Mavorixafor

Clinical data
- Trade names: Xolremdi
- Other names: X4P-001; AMD-070
- AHFS/Drugs.com: Monograph
- MedlinePlus: a624036
- License data: US DailyMed: Mavorixafor;
- Routes of administration: By mouth
- Drug class: CXCR4 antagonist
- ATC code: L03AX24 (WHO) ;

Legal status
- Legal status: US: ℞-only; EU: Rx-only;

Identifiers
- IUPAC name N′-(1H-Benzimidazol-2-ylmethyl)-N′-[(8S)-5,6,7,8-tetrahydroquinolin-8-yl]butane-1,4-diamine;
- CAS Number: 558447-26-0;
- PubChem CID: 11256587;
- IUPHAR/BPS: 8580;
- DrugBank: DB05501;
- ChemSpider: 9431613;
- UNII: 0G9LGB5O2W;
- KEGG: D11510;
- ChEBI: CHEBI:138865;
- ChEMBL: ChEMBL518924;
- CompTox Dashboard (EPA): DTXSID60971247 ;

Chemical and physical data
- Formula: C_{21}H_{27}N_{5}
- Molar mass: 349.482 g·mol^{−1}
- 3D model (JSmol): Interactive image;
- SMILES C1C[C@@H](C2=C(C1)C=CC=N2)N(CCCCN)CC3=NC4=CC=CC=C4N3;
- InChI InChI=1S/C21H27N5/c22-12-3-4-14-26(15-20-24-17-9-1-2-10-18(17)25-20)19-11-5-7-16-8-6-13-23-21(16)19/h1-2,6,8-10,13,19H,3-5,7,11-12,14-15,22H2,(H,24,25)/t19-/m0/s1; Key:WVLHHLRVNDMIAR-IBGZPJMESA-N;

= Mavorixafor =

Chemical compound

Mavorixafor, sold under the brand name Xolremdi, is a medication used for the treatment of WHIM syndrome. It is a CXC chemokine receptor 4 antagonist. It is taken by mouth.
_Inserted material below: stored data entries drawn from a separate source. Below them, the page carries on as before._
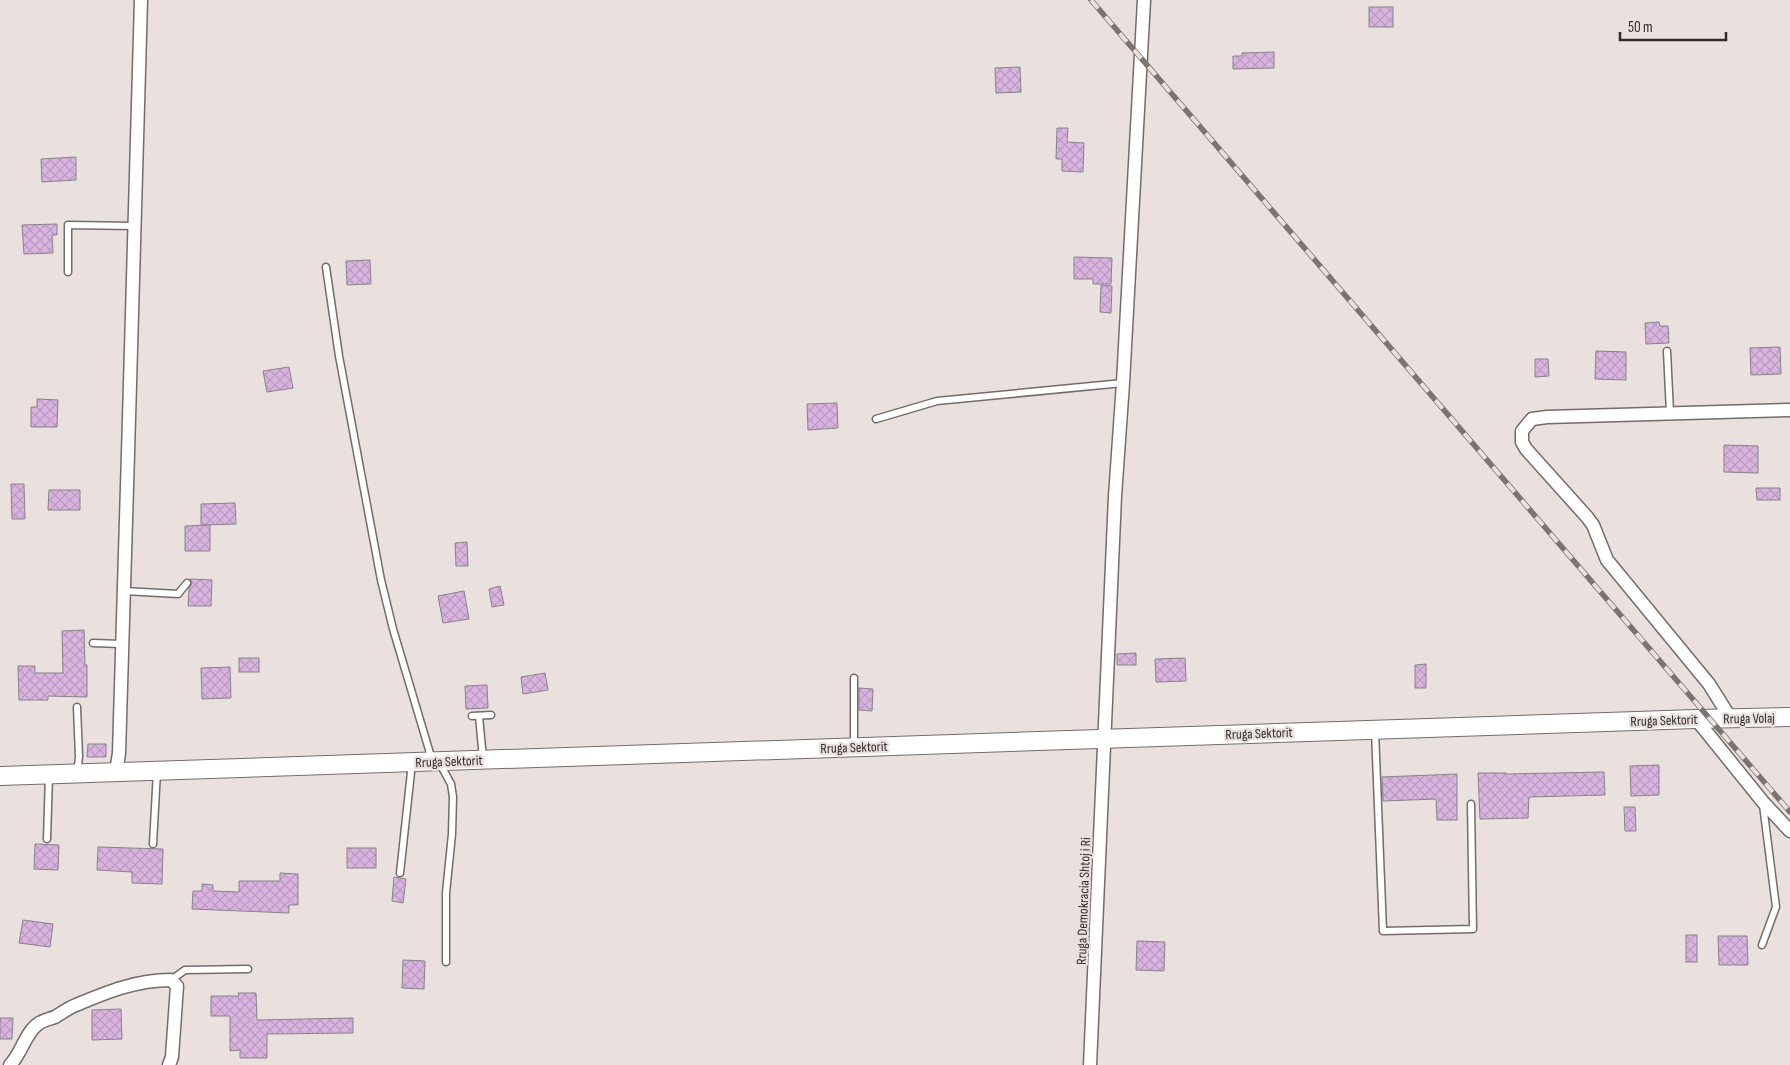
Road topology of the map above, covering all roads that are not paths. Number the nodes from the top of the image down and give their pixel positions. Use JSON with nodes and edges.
{"nodes":[{"id":1,"x":142,"y":0,"type":"edge"},
{"id":2,"x":1144,"y":0,"type":"edge"},
{"id":3,"x":136,"y":226,"type":"junction"},
{"id":4,"x":326,"y":267,"type":"dead end"},
{"id":5,"x":68,"y":272,"type":"dead end"},
{"id":6,"x":1667,"y":351,"type":"dead end"},
{"id":7,"x":1123,"y":383,"type":"junction"},
{"id":8,"x":1790,"y":410,"type":"edge"},
{"id":9,"x":1670,"y":413,"type":"junction"},
{"id":10,"x":876,"y":419,"type":"dead end"},
{"id":11,"x":187,"y":583,"type":"dead end"},
{"id":12,"x":123,"y":591,"type":"junction"},
{"id":13,"x":93,"y":643,"type":"dead end"},
{"id":14,"x":122,"y":644,"type":"junction"},
{"id":15,"x":854,"y":678,"type":"dead end"},
{"id":16,"x":77,"y":707,"type":"dead end"},
{"id":17,"x":491,"y":715,"type":"dead end"},
{"id":18,"x":1790,"y":717,"type":"edge"},
{"id":19,"x":1702,"y":718,"type":"junction"},
{"id":20,"x":1731,"y":719,"type":"junction"},
{"id":21,"x":1375,"y":730,"type":"junction"},
{"id":22,"x":1105,"y":739,"type":"junction"},
{"id":23,"x":854,"y":747,"type":"junction"},
{"id":24,"x":483,"y":760,"type":"junction"},
{"id":25,"x":436,"y":761,"type":"junction"},
{"id":26,"x":412,"y":762,"type":"junction"},
{"id":27,"x":157,"y":770,"type":"junction"},
{"id":28,"x":116,"y":772,"type":"junction"},
{"id":29,"x":77,"y":773,"type":"junction"},
{"id":30,"x":50,"y":774,"type":"junction"},
{"id":31,"x":0,"y":776,"type":"edge"},
{"id":32,"x":1763,"y":802,"type":"junction"},
{"id":33,"x":1471,"y":804,"type":"dead end"},
{"id":34,"x":1790,"y":831,"type":"edge"},
{"id":35,"x":47,"y":839,"type":"dead end"},
{"id":36,"x":153,"y":844,"type":"dead end"},
{"id":37,"x":400,"y":874,"type":"dead end"},
{"id":38,"x":1762,"y":945,"type":"dead end"},
{"id":39,"x":446,"y":962,"type":"dead end"},
{"id":40,"x":248,"y":969,"type":"dead end"},
{"id":41,"x":171,"y":980,"type":"junction"},
{"id":42,"x":10,"y":1065,"type":"edge"},
{"id":43,"x":169,"y":1065,"type":"edge"},
{"id":44,"x":1090,"y":1065,"type":"edge"}],
"edges":[{"from":1,"to":3,"type":"street"},
{"from":2,"to":7,"type":"street","name":"Rruga Demokracia Shtoj i Ri"},
{"from":3,"to":5,"type":"lane"},
{"from":3,"to":12,"type":"street"},
{"from":4,"to":25,"type":"lane"},
{"from":6,"to":9,"type":"lane"},
{"from":7,"to":10,"type":"lane"},
{"from":7,"to":22,"type":"street","name":"Rruga Demokracia Shtoj i Ri"},
{"from":8,"to":9,"type":"street"},
{"from":9,"to":20,"type":"street"},
{"from":11,"to":12,"type":"lane"},
{"from":12,"to":14,"type":"street"},
{"from":13,"to":14,"type":"lane"},
{"from":14,"to":28,"type":"street"},
{"from":15,"to":23,"type":"lane"},
{"from":16,"to":29,"type":"lane"},
{"from":17,"to":24,"type":"lane"},
{"from":18,"to":20,"type":"street","name":"Rruga Volaj"},
{"from":19,"to":20,"type":"street","name":"Rruga Volaj"},
{"from":19,"to":21,"type":"street","name":"Rruga Sektorit"},
{"from":19,"to":32,"type":"street"},
{"from":21,"to":22,"type":"street","name":"Rruga Sektorit"},
{"from":21,"to":33,"type":"lane"},
{"from":22,"to":23,"type":"street","name":"Rruga Sektorit"},
{"from":22,"to":44,"type":"street","name":"Rruga Demokracia Shtoj i Ri"},
{"from":23,"to":24,"type":"street","name":"Rruga Sektorit"},
{"from":24,"to":25,"type":"street","name":"Rruga Sektorit"},
{"from":25,"to":26,"type":"street","name":"Rruga Sektorit"},
{"from":25,"to":39,"type":"lane"},
{"from":26,"to":27,"type":"street","name":"Rruga Sektorit"},
{"from":26,"to":37,"type":"lane"},
{"from":27,"to":28,"type":"street","name":"Rruga Sektorit"},
{"from":27,"to":36,"type":"lane"},
{"from":28,"to":29,"type":"street","name":"Rruga Sektorit"},
{"from":29,"to":30,"type":"street","name":"Rruga Sektorit"},
{"from":30,"to":31,"type":"street","name":"Rruga Sektorit"},
{"from":30,"to":35,"type":"lane"},
{"from":32,"to":34,"type":"street"},
{"from":32,"to":38,"type":"lane"},
{"from":40,"to":41,"type":"lane"},
{"from":41,"to":42,"type":"street"},
{"from":41,"to":43,"type":"street"}]}
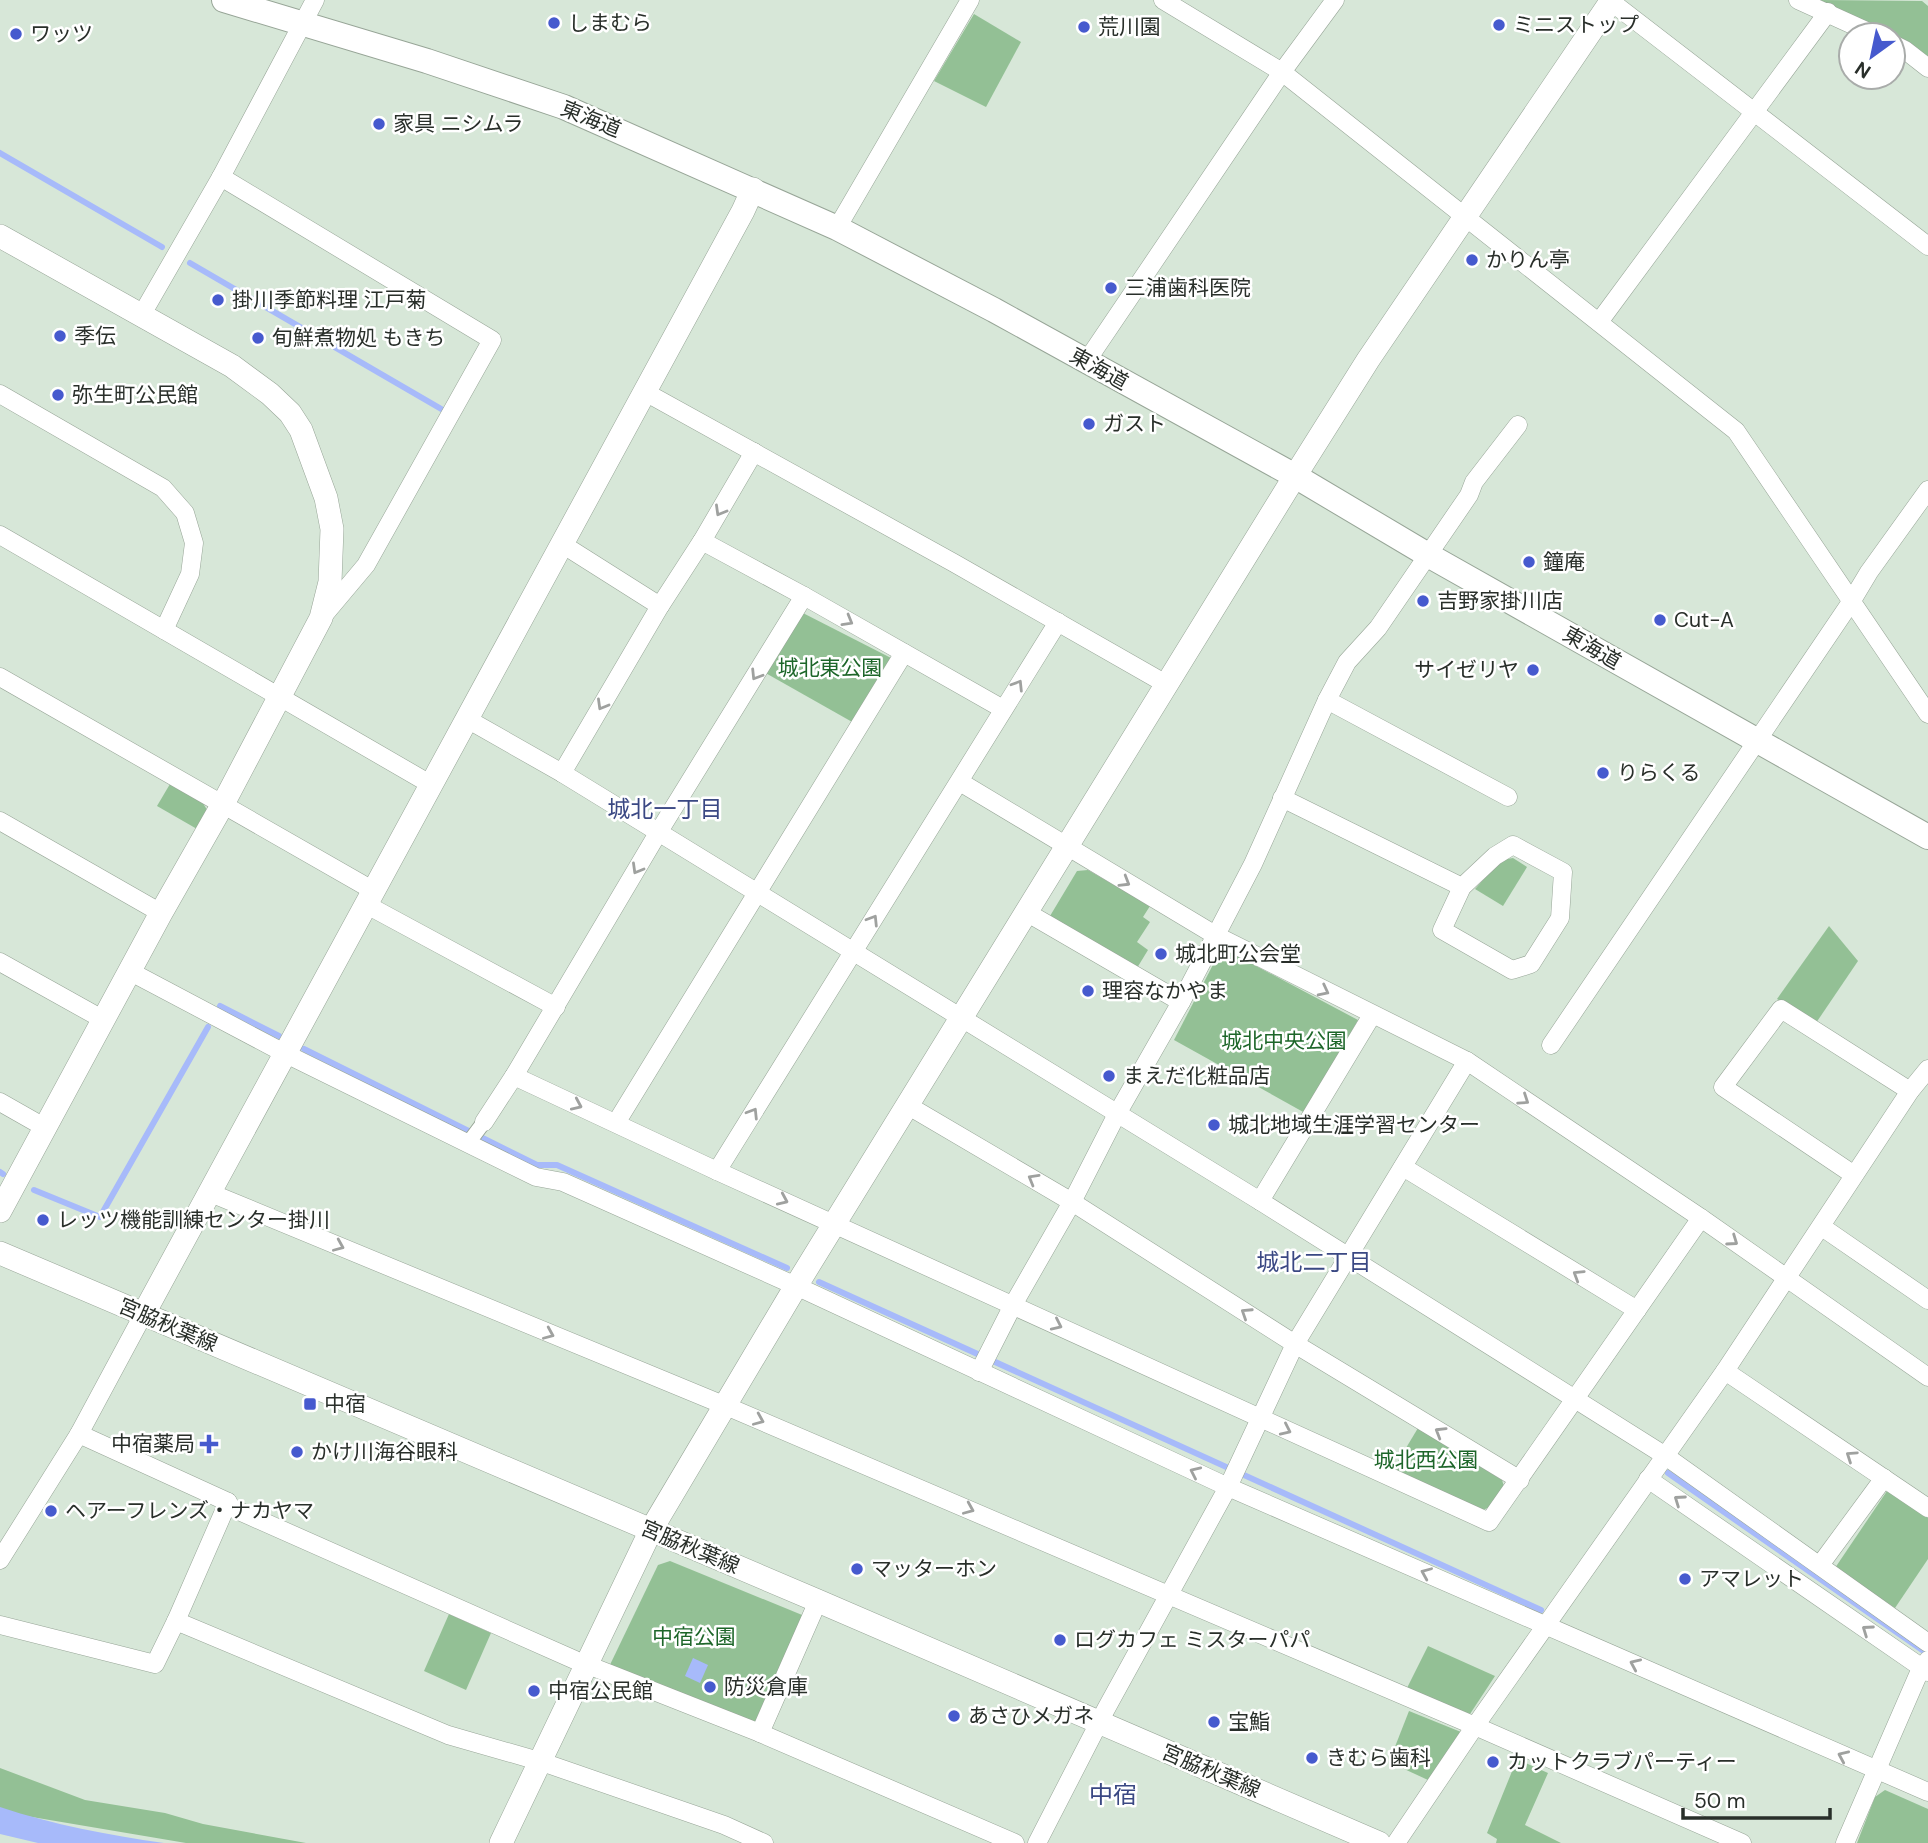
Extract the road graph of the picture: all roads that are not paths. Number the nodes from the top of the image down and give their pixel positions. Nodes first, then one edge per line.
1 (224, 0) edge
2 (315, 0) edge
3 (970, 0) edge
4 (1163, 0) edge
5 (1335, 0) edge
6 (1798, 0) edge
7 (1611, 1) edge
8 (1828, 12) junction
9 (1846, 21) edge
10 (303, 23) junction
11 (1907, 52) edge
12 (1928, 68) edge
13 (1282, 72) junction
14 (1756, 113) junction
15 (221, 177) junction
16 (753, 189) junction
17 (1466, 216) junction
18 (837, 228) junction
19 (0, 236) edge
20 (1928, 246) edge
21 (141, 316) junction
22 (1599, 322) junction
23 (1086, 362) junction
24 (645, 392) junction
25 (0, 394) edge
26 (1518, 425) dead end
27 (754, 452) junction
28 (1295, 476) junction
29 (1928, 490) edge
30 (0, 535) edge
31 (702, 541) junction
32 (562, 544) junction
33 (1428, 555) junction
34 (804, 596) junction
35 (1851, 601) junction
36 (660, 606) junction
37 (321, 618) junction
38 (1058, 622) junction
39 (164, 630) junction
40 (904, 653) junction
41 (0, 677) edge
42 (1166, 684) junction
43 (281, 696) junction
44 (1327, 700) junction
45 (1003, 709) junction
46 (1928, 713) edge
47 (467, 719) junction
48 (1755, 741) junction
49 (562, 773) junction
50 (960, 782) junction
51 (430, 784) junction
52 (1508, 797) dead end
53 (1282, 798) junction
54 (223, 804) junction
55 (0, 821) edge
56 (658, 833) junction
57 (1928, 838) edge
58 (1066, 847) junction
59 (1462, 887) junction
60 (756, 893) junction
61 (370, 898) junction
62 (1026, 912) junction
63 (161, 913) junction
64 (1215, 935) junction
65 (852, 952) junction
66 (0, 962) edge
67 (131, 972) junction
68 (1181, 1002) junction
69 (556, 1007) junction
70 (1372, 1015) junction
71 (961, 1019) junction
72 (104, 1020) junction
73 (1551, 1045) dead end
74 (286, 1054) junction
75 (1467, 1061) junction
76 (1928, 1069) edge
77 (514, 1076) junction
78 (1910, 1091) junction
79 (0, 1102) edge
80 (907, 1105) junction
81 (1117, 1114) junction
82 (484, 1122) joint
83 (616, 1123) junction
84 (44, 1127) junction
85 (469, 1142) junction
86 (1403, 1167) junction
87 (717, 1171) junction
88 (1854, 1175) junction
89 (208, 1192) junction
90 (1260, 1201) junction
91 (1072, 1202) junction
92 (0, 1211) edge
93 (1701, 1219) junction
94 (834, 1224) junction
95 (1822, 1227) junction
96 (0, 1253) edge
97 (1348, 1256) junction
98 (1787, 1280) junction
99 (796, 1286) junction
100 (1928, 1300) edge
101 (1013, 1305) junction
102 (1637, 1310) junction
103 (143, 1315) junction
104 (1295, 1344) junction
105 (1725, 1371) junction
106 (978, 1372) junction
107 (1928, 1377) edge
108 (1576, 1399) junction
109 (726, 1406) junction
110 (1260, 1418) junction
111 (79, 1434) junction
112 (1664, 1455) junction
113 (1233, 1478) junction
114 (1884, 1478) junction
115 (1648, 1479) junction
116 (1520, 1480) junction
117 (228, 1502) junction
118 (1928, 1508) edge
119 (650, 1530) junction
120 (3, 1550) edge
121 (1820, 1565) junction
122 (1169, 1594) junction
123 (818, 1601) junction
124 (176, 1621) junction
125 (0, 1625) edge
126 (1546, 1625) junction
127 (1928, 1643) edge
128 (587, 1665) junction
129 (1926, 1666) edge
130 (1099, 1723) junction
131 (1475, 1726) junction
132 (760, 1732) junction
133 (542, 1762) junction
134 (1876, 1770) junction
135 (1928, 1792) edge
136 (501, 1843) edge
137 (764, 1843) edge
138 (1015, 1843) edge
139 (1037, 1843) edge
140 (1379, 1843) edge
141 (1396, 1843) edge
142 (1742, 1843) edge
143 (1845, 1843) edge

1 - 10 main road, 東海道
2 - 10 street
3 - 18 street
4 - 13 street
5 - 13 street
6 - 8 street
7 - 14 street
7 - 17 street
8 - 9 street
8 - 14 street
10 - 15 street
10 - 16 main road, 東海道
11 - 12 street
13 - 17 street
13 - 23 street
14 - 20 street
14 - 22 street
15 - 21 street
15 - 37 street
16 - 18 main road, 東海道
16 - 24 street
17 - 22 street
17 - 28 street
18 - 23 main road, 東海道
19 - 21 street
21 - 37 street
22 - 35 street
23 - 28 main road, 東海道
24 - 27 street
24 - 32 street
25 - 39 street
26 - 33 street
27 -> 31 street
27 - 38 street
28 - 33 main road, 東海道
28 - 42 street
29 - 35 street
30 - 39 street
31 - 34 street
31 - 36 street
32 - 36 street
32 - 47 street
33 - 44 street
33 - 48 main road, 東海道
34 -> 40 street
34 -> 56 street
35 - 46 street
35 - 48 street
36 -> 49 street
37 - 43 street
38 - 42 street
45 -> 38 street
39 - 43 street
40 - 45 street
40 - 60 street
41 - 54 street
42 - 58 street
43 - 51 street
43 - 54 street
44 - 52 street
44 - 53 street
45 - 50 street
47 - 49 street
47 - 51 street
48 - 57 main road, 東海道
48 - 73 street
49 - 56 street
50 - 58 street
65 -> 50 street
51 - 61 street
53 - 59 street
53 - 64 street
54 - 61 street
54 - 63 street
55 - 63 street
56 - 60 street
56 -> 69 street
58 - 62 street
58 -> 64 street
59 - 59 street
60 - 65 street
60 - 83 street
61 - 69 street
61 - 74 street
62 - 68 street
62 - 71 street
63 - 67 street
64 - 68 street
64 -> 70 street
65 - 71 street
87 -> 65 street
66 - 72 street
67 - 72 street
67 - 74 street
68 - 81 street
69 - 77 street
70 - 75 street
70 - 90 street
71 - 80 street
71 - 81 street
72 - 84 street
74 - 85 street
74 - 89 street
75 - 86 street
75 -> 93 street
76 - 78 street
77 - 82 street
77 -> 83 street
78 - 88 street
78 - 88 street
79 - 84 street
91 -> 80 street
80 - 94 street
81 - 90 street
81 - 91 street
82 - 85 street
83 - 87 street
84 - 92 street
85 - 99 street
86 - 97 street
102 -> 86 street
87 -> 94 street
88 - 95 street
89 - 103 street
89 -> 109 street
90 - 97 street
91 - 101 street
104 -> 91 street
93 -> 98 street
93 - 102 street
94 - 99 street
94 - 101 street
95 - 98 street
95 - 100 street
96 - 103 street, 宮脇秋葉線
97 - 104 street
97 - 108 street
98 - 105 street
98 - 107 street
99 - 106 street
99 - 109 street
101 - 106 street
101 -> 110 street
102 - 108 street
103 - 111 street
103 - 119 street, 宮脇秋葉線
104 - 110 street
116 -> 104 street
105 - 112 street
114 -> 105 street
113 -> 106 street
108 - 112 street
108 - 116 street
109 - 119 street
109 -> 122 street
110 - 113 street
110 -> 116 street
111 - 117 street
111 - 120 street
112 - 115 street
112 - 121 street
113 - 122 street
126 -> 113 street
114 - 118 street
114 - 121 street
115 - 126 street
129 -> 115 street
117 - 124 street
117 - 128 street
119 - 123 street, 宮脇秋葉線
119 - 128 street
121 - 127 street
122 - 130 street
122 - 131 street
123 - 130 street, 宮脇秋葉線
123 - 132 street
124 - 125 street
124 - 133 street
126 - 131 street
134 -> 126 street
128 - 132 street
128 - 133 street
129 - 134 street
130 - 139 street
130 - 140 street, 宮脇秋葉線
131 - 141 street
131 - 142 street
132 - 138 street
133 - 136 street
133 - 137 street
134 - 135 street
134 - 143 street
It was developed by X4 Pharmaceuticals.

The most frequently reported adverse reactions include thrombocytopenia (low platelet counts), rash, rhinitis (stuffy nose), epistaxis (nosebleed), vomiting, and dizziness.

Mavorixafor was approved for medical use in the United States in April 2024. The US Food and Drug Administration (FDA) considers it to be a first-in-class medication.

== Medical uses ==
Mavorixafor is indicated in people twelve years of age and older with WHIM syndrome (warts, hypogammaglobulinemia, infections and myelokathexis) to increase the number of circulating mature neutrophils and lymphocytes.

== History ==
The effectiveness of mavorixafor was evaluated in a 52-week, randomized, double-blind, placebo-controlled trial that enrolled 31 adolescents and adults with WHIM syndrome (NCT03995108). Mavorixafor improved absolute neutrophil counts and absolute lymphocyte counts, assessed over a 24-hour period four times throughout the study. Absolute neutrophil counts below 500 cells/μL and absolute lymphocyte counts below 1000 cells/μL are associated with an increased risk of infections. The average length of time over 24 hours that counts were above these levels was significantly longer with mavorixafor compared to the placebo group (15.0 hours compared to 2.8 hours for absolute neutrophil counts; 15.8 hours compared to 4.6 hours for absolute lymphocyte counts).

== Society and culture ==
=== Names ===
Mavorixafor is the international nonproprietary name.

== Research ==
Mavorixafor is in clinical trials for melanoma and renal cell carcinoma.